# WORK TO BE COMPLETED
Starting at the line that contains "Build a routing", return every line down to the end of the records below, exactly as written.

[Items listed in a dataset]
───

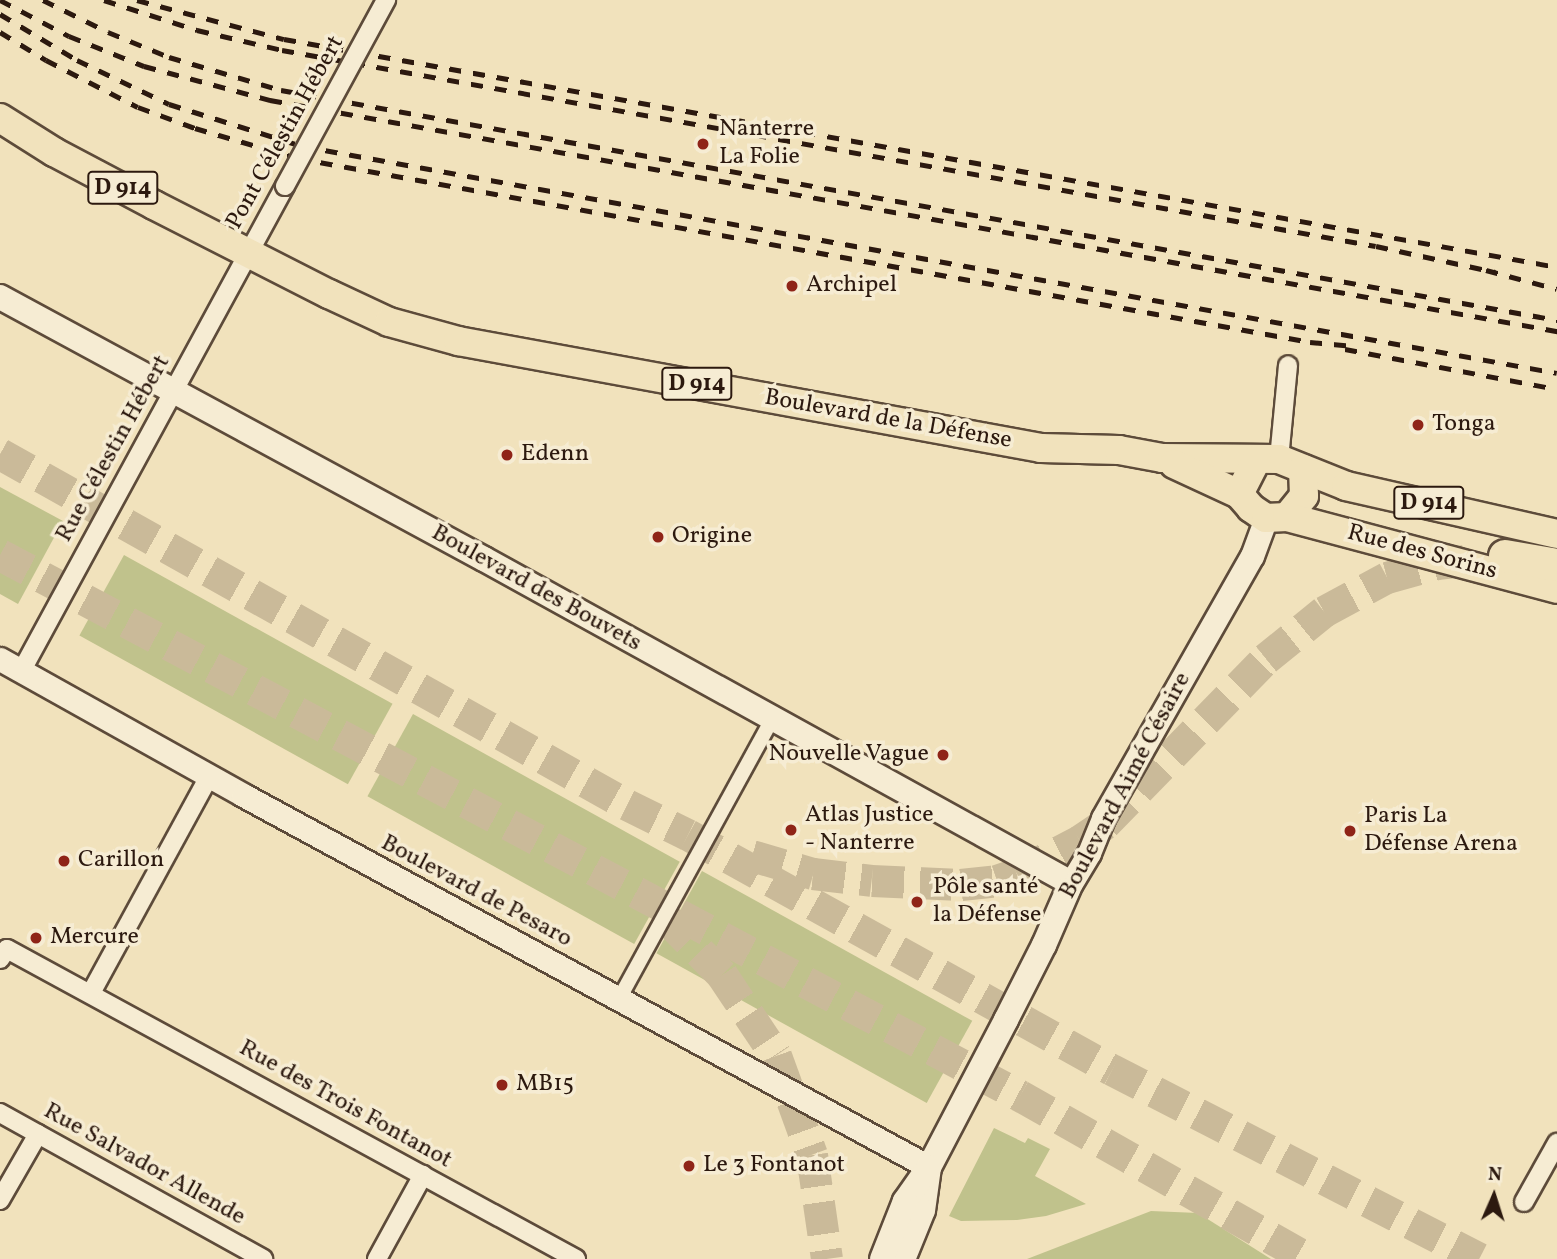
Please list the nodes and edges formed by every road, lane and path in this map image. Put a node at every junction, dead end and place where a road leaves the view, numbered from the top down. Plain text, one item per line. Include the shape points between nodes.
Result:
1 (386, 0) edge
2 (0, 118) edge
3 (248, 252) junction
4 (0, 297) edge
5 (1289, 365) dead end
6 (174, 392) junction
7 (1162, 458) junction
8 (1280, 462) junction
9 (1239, 494) junction
10 (1277, 517) junction
11 (1557, 534) edge
12 (1505, 556) dead end
13 (1557, 565) edge
14 (1557, 589) edge
15 (0, 659) edge
16 (22, 670) junction
17 (772, 720) junction
18 (209, 777) junction
19 (1070, 883) junction
20 (3, 954) edge
21 (91, 993) junction
22 (619, 999) junction
23 (0, 1113) edge
24 (37, 1134) junction
25 (1557, 1143) edge
26 (929, 1167) junction
27 (423, 1175) junction
28 (0, 1200) edge
29 (1524, 1202) dead end
30 (898, 1215) junction
31 (263, 1259) edge
32 (377, 1259) edge
33 (576, 1259) edge
34 (872, 1259) edge
35 (882, 1259) edge
36 (903, 1259) edge

1 - 3 street, Pont Célestin Hébert, bridge
2 - 3 main road, Boulevard de la Défense / D 914 via 54,152
3 - 6 street, Rue Célestin Hébert
3 - 7 main road, Boulevard de la Défense / D 914 via 365,312 458,341 1041,448 1119,450
4 - 6 main road, Boulevard des Bouvets
5 - 8 street
6 - 16 street, Rue Célestin Hébert
6 - 17 main road, Boulevard des Bouvets
7 - 8 main road, Boulevard de la Défense / D 914
7 - 9 main road, Boulevard de la Défense / D 914
8 - 9 main road
8 - 10 main road via 1306,489 1304,496
8 - 11 main road, Boulevard de la Défense / D 914 via 1346,486
9 - 10 main road, Boulevard de la Défense via 1251,508
10 - 14 main road, Rue des Sorins
10 - 19 street, Boulevard Aimé Césaire
12 - 13 highway
15 - 16 street, Boulevard de Pesaro
16 - 18 street, Boulevard de Pesaro
17 - 19 main road, Boulevard des Bouvets
17 - 22 street
18 - 21 street
18 - 22 street, Boulevard de Pesaro
19 - 26 main road, Boulevard Aimé Césaire via 1044,945
20 - 21 street, Rue des Trois Fontanot
21 - 27 street, Rue des Trois Fontanot
22 - 26 street, Boulevard de Pesaro
23 - 24 street, Rue Salvador Allende
24 - 28 street
24 - 31 street, Rue Salvador Allende
25 - 29 street
26 - 30 main road, Boulevard Aimé Césaire
26 - 36 street, Boulevard Aimé Césaire via 923,1210
27 - 32 street
27 - 33 street, Rue des Trois Fontanot
30 - 34 street
30 - 35 main road, Boulevard Aimé Césaire

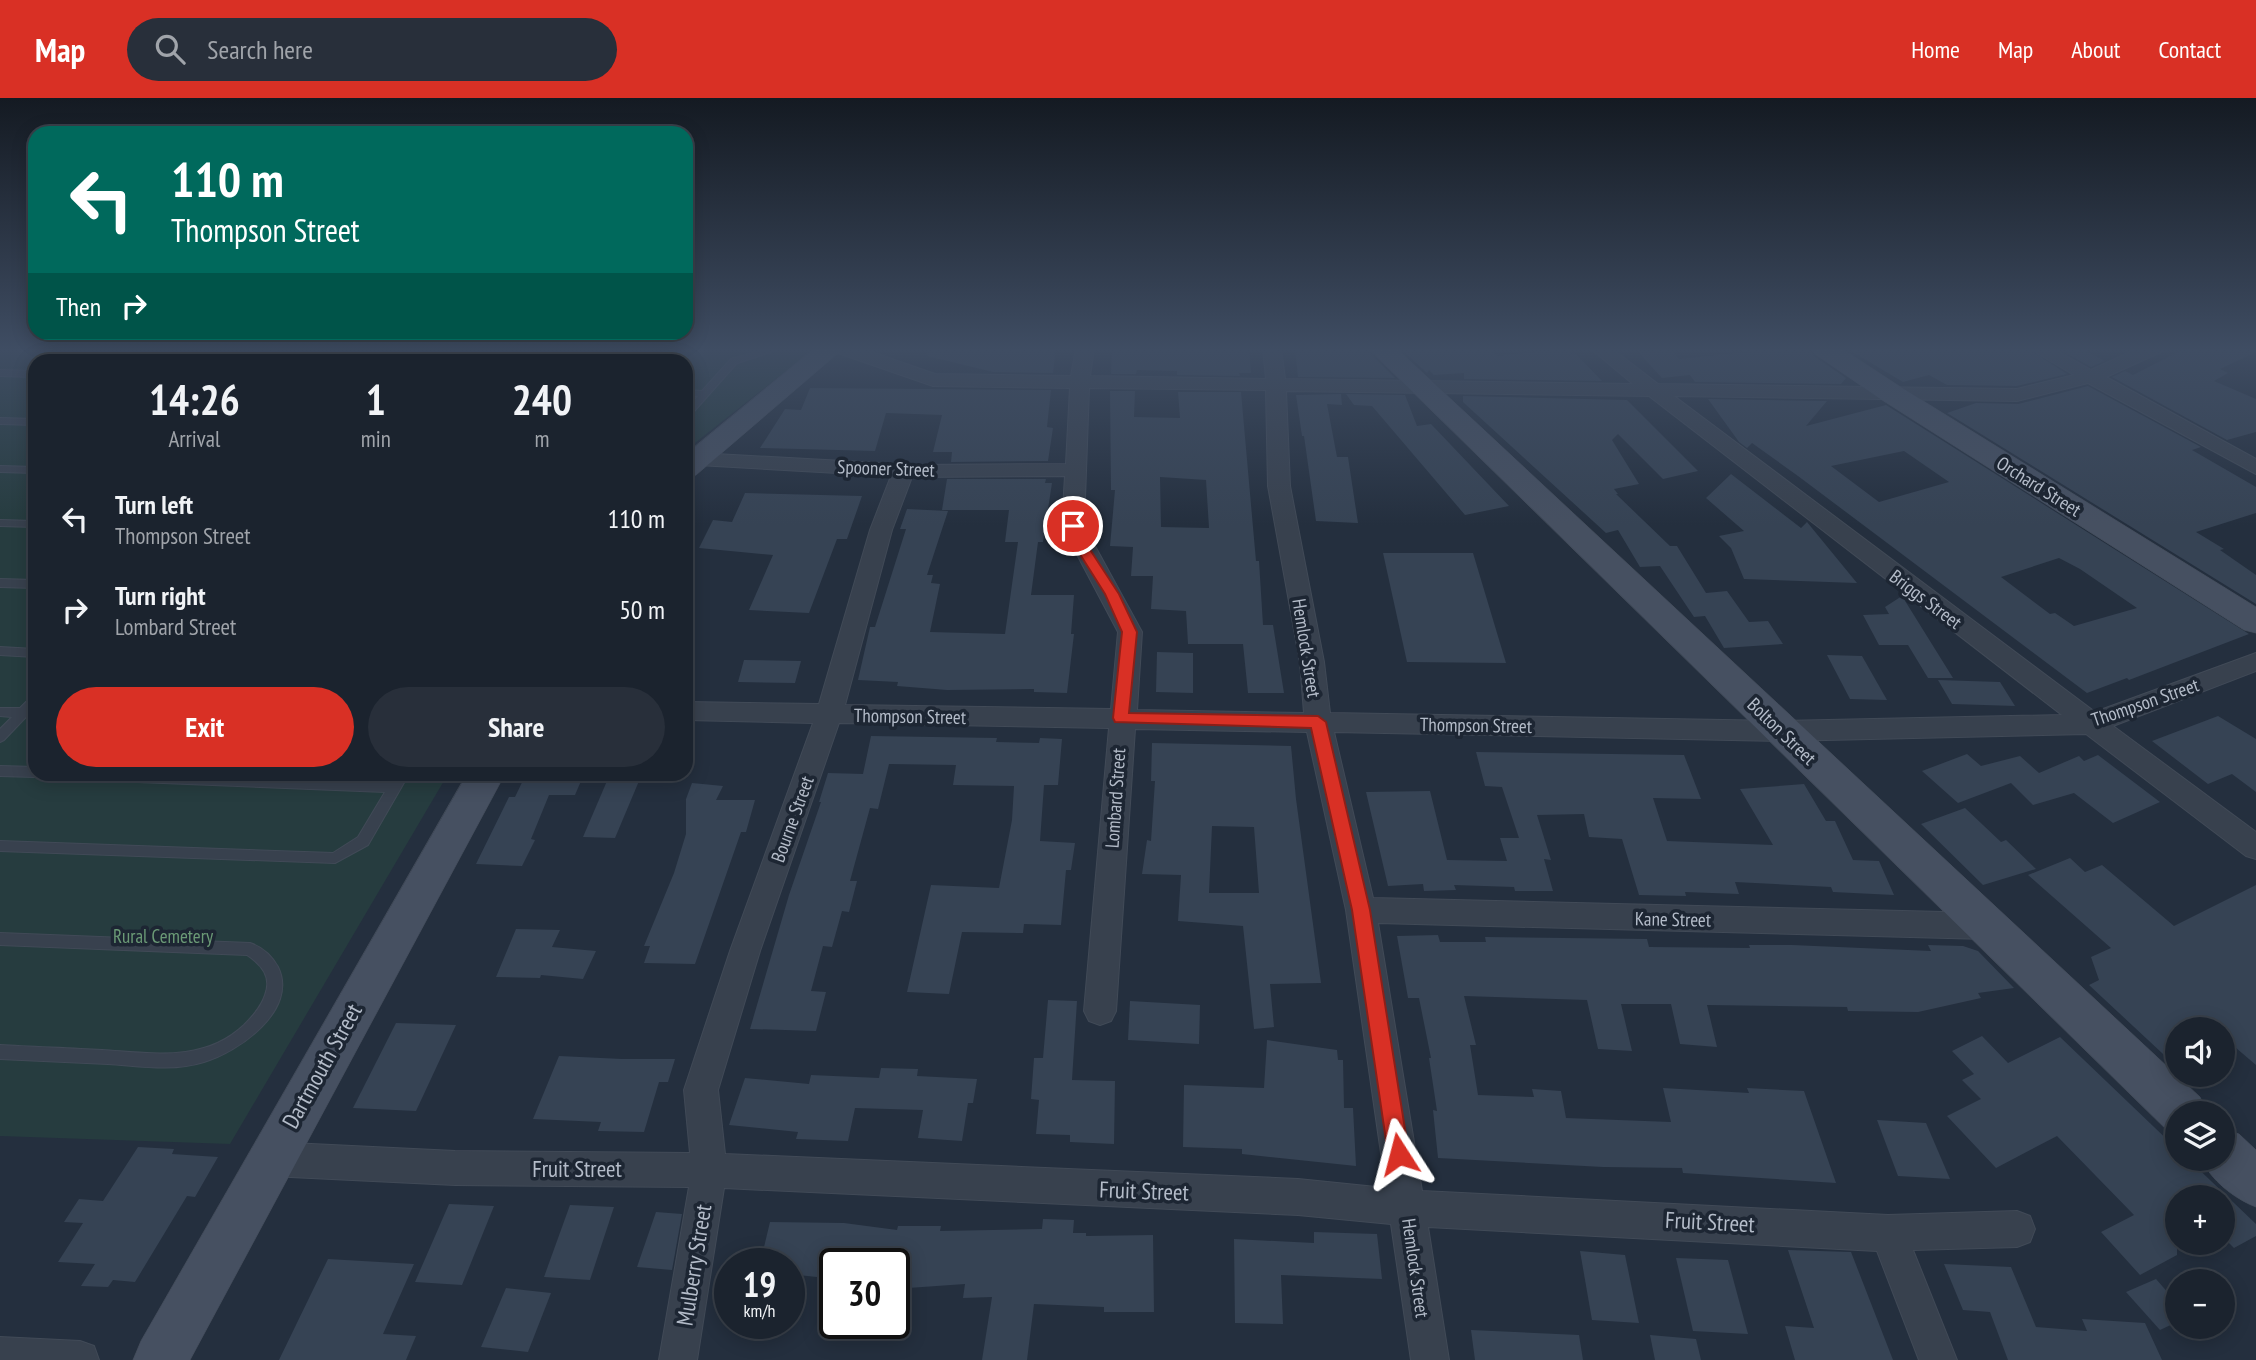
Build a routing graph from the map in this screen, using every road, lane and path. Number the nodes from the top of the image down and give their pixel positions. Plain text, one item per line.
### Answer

───

# WORKED SOLUTION
Build a routing graph from the map in this screen, using every road, lane and path. Number the nodes from the top of the image down and give their pixel positions. Plain text, one item per line.
### Answer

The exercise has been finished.